Problem to solve
Copy every line from the records below that carries the word "main".

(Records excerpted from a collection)
* * * * * * * * *

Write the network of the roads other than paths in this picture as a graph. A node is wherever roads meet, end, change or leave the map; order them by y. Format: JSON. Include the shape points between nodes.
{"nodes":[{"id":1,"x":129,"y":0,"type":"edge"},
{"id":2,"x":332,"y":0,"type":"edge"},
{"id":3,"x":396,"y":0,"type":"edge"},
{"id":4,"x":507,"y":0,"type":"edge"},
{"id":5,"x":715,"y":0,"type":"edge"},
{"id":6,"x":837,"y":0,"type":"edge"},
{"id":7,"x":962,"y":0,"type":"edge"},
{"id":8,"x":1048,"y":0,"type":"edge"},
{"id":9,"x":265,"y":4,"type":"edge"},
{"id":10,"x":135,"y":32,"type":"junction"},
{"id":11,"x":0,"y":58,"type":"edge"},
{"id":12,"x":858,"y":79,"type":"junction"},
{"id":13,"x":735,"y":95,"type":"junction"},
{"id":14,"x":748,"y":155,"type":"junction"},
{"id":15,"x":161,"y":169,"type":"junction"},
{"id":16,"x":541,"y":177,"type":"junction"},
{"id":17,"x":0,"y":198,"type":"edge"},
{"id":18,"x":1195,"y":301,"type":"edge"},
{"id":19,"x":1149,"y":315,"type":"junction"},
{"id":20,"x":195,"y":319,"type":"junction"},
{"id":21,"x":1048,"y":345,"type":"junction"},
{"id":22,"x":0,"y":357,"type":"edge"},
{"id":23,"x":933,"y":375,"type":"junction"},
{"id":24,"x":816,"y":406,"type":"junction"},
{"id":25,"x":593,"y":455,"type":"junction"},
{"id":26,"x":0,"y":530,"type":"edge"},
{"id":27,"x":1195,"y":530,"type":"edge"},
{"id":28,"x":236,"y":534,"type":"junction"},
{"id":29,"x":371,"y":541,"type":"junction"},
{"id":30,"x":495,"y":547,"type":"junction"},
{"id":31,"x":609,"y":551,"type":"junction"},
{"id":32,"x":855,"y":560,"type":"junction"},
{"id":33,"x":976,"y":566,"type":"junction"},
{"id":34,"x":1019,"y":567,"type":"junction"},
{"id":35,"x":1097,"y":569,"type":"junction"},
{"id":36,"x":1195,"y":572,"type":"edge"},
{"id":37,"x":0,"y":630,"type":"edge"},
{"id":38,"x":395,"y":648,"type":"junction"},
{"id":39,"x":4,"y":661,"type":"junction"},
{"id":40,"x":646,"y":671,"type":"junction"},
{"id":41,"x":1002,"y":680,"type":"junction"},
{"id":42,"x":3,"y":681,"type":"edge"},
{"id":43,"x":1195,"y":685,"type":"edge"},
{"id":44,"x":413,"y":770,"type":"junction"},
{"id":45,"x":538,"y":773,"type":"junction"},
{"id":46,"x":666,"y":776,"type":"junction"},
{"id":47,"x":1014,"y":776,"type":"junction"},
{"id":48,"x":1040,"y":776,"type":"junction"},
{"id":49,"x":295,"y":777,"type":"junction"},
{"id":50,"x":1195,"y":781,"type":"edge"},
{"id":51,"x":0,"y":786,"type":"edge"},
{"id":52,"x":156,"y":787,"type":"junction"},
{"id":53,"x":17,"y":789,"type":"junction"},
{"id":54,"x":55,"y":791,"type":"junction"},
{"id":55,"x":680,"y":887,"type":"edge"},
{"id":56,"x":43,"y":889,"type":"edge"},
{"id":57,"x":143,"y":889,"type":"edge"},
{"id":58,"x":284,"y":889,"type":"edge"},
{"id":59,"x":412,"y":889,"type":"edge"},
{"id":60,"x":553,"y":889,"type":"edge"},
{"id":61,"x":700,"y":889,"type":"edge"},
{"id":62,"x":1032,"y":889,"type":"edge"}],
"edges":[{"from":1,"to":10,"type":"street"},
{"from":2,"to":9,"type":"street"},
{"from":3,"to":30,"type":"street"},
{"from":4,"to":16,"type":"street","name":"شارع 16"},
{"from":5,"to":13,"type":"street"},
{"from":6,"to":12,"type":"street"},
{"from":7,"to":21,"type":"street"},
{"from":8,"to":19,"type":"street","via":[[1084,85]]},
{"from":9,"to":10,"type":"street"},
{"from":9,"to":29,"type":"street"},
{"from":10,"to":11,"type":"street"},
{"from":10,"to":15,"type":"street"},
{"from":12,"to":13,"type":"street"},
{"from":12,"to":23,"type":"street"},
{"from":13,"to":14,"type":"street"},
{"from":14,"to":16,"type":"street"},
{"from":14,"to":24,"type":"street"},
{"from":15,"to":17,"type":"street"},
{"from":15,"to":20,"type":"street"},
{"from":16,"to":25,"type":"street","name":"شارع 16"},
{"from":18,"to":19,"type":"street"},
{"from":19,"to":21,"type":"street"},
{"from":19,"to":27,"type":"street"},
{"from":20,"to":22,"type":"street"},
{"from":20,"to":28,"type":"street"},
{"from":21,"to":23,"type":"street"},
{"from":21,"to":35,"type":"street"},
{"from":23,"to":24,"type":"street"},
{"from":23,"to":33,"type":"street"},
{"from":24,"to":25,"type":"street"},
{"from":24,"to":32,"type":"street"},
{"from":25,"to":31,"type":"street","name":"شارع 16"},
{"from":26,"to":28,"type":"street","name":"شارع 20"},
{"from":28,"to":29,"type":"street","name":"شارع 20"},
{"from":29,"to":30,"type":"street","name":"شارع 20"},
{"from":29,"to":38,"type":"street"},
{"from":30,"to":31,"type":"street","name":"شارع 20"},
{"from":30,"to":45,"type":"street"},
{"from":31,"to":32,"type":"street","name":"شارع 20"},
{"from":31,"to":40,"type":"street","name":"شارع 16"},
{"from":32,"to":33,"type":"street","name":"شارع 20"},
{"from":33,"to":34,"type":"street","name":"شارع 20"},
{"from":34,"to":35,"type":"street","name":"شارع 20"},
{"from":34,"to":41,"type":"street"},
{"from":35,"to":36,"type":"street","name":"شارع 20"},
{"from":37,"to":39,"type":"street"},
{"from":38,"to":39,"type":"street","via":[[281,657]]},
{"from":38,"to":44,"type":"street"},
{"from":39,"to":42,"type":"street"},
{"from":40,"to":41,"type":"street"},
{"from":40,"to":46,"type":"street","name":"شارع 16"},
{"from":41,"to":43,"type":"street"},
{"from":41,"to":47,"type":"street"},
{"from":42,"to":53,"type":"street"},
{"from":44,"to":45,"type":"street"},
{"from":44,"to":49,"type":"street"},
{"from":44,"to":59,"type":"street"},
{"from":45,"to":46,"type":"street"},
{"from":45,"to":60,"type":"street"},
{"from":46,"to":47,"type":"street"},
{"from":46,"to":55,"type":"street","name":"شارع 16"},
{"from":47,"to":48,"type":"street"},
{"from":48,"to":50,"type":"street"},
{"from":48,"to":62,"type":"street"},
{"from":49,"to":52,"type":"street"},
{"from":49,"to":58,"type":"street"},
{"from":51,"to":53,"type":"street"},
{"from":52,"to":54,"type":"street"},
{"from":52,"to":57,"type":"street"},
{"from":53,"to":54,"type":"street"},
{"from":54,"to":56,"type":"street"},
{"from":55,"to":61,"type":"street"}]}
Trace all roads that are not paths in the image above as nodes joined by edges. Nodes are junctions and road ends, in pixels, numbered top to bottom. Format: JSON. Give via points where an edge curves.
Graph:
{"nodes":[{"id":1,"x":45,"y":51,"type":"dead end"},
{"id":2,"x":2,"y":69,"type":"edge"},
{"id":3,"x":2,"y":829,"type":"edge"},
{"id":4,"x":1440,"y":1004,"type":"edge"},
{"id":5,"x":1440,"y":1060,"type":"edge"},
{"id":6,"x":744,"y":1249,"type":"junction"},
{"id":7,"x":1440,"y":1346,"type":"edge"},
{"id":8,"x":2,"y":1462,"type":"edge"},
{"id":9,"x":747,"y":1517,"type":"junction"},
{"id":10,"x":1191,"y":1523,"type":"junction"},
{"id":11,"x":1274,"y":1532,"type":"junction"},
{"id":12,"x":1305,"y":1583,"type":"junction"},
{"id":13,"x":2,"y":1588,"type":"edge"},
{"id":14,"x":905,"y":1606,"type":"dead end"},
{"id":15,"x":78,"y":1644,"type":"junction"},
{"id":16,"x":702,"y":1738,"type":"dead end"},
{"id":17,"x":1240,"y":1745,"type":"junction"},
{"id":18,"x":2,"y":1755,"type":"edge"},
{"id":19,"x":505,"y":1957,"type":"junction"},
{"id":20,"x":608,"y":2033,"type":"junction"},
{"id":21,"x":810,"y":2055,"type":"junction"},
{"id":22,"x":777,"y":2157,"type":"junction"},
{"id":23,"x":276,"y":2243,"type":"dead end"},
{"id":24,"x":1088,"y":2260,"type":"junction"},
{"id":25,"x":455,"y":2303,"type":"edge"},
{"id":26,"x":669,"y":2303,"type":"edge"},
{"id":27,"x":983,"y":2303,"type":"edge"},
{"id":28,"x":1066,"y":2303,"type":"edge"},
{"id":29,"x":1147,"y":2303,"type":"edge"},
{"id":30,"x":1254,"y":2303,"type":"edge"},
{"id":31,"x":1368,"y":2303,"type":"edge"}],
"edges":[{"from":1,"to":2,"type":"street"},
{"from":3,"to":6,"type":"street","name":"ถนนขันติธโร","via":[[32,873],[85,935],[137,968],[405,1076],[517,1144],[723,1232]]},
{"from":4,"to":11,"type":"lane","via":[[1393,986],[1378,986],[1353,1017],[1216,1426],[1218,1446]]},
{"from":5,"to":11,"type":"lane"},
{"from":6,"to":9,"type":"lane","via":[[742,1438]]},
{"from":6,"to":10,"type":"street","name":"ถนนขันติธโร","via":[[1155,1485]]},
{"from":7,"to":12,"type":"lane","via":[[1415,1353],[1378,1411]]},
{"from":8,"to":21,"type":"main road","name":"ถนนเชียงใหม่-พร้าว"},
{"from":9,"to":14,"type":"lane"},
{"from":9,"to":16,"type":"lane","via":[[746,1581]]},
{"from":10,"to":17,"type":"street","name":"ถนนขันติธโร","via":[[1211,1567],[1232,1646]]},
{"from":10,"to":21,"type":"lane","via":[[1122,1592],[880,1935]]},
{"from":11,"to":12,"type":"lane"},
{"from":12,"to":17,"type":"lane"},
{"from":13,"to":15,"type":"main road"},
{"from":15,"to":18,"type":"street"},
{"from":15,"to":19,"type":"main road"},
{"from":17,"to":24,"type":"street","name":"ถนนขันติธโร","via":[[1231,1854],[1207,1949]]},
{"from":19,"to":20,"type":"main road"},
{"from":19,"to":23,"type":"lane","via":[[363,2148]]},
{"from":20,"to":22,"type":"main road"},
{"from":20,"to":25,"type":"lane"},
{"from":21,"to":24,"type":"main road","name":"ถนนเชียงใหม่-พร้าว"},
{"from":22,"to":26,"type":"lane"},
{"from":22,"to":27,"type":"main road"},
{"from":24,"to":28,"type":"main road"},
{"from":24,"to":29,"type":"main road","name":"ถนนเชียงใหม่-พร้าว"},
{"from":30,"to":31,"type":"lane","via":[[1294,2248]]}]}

* * * * * * * * *

Solution to the exercise
{"from":8,"to":21,"type":"main road","name":"ถนนเชียงใหม่-พร้าว"},
{"from":13,"to":15,"type":"main road"},
{"from":15,"to":19,"type":"main road"},
{"from":19,"to":20,"type":"main road"},
{"from":20,"to":22,"type":"main road"},
{"from":21,"to":24,"type":"main road","name":"ถนนเชียงใหม่-พร้าว"},
{"from":22,"to":27,"type":"main road"},
{"from":24,"to":28,"type":"main road"},
{"from":24,"to":29,"type":"main road","name":"ถนนเชียงใหม่-พร้าว"},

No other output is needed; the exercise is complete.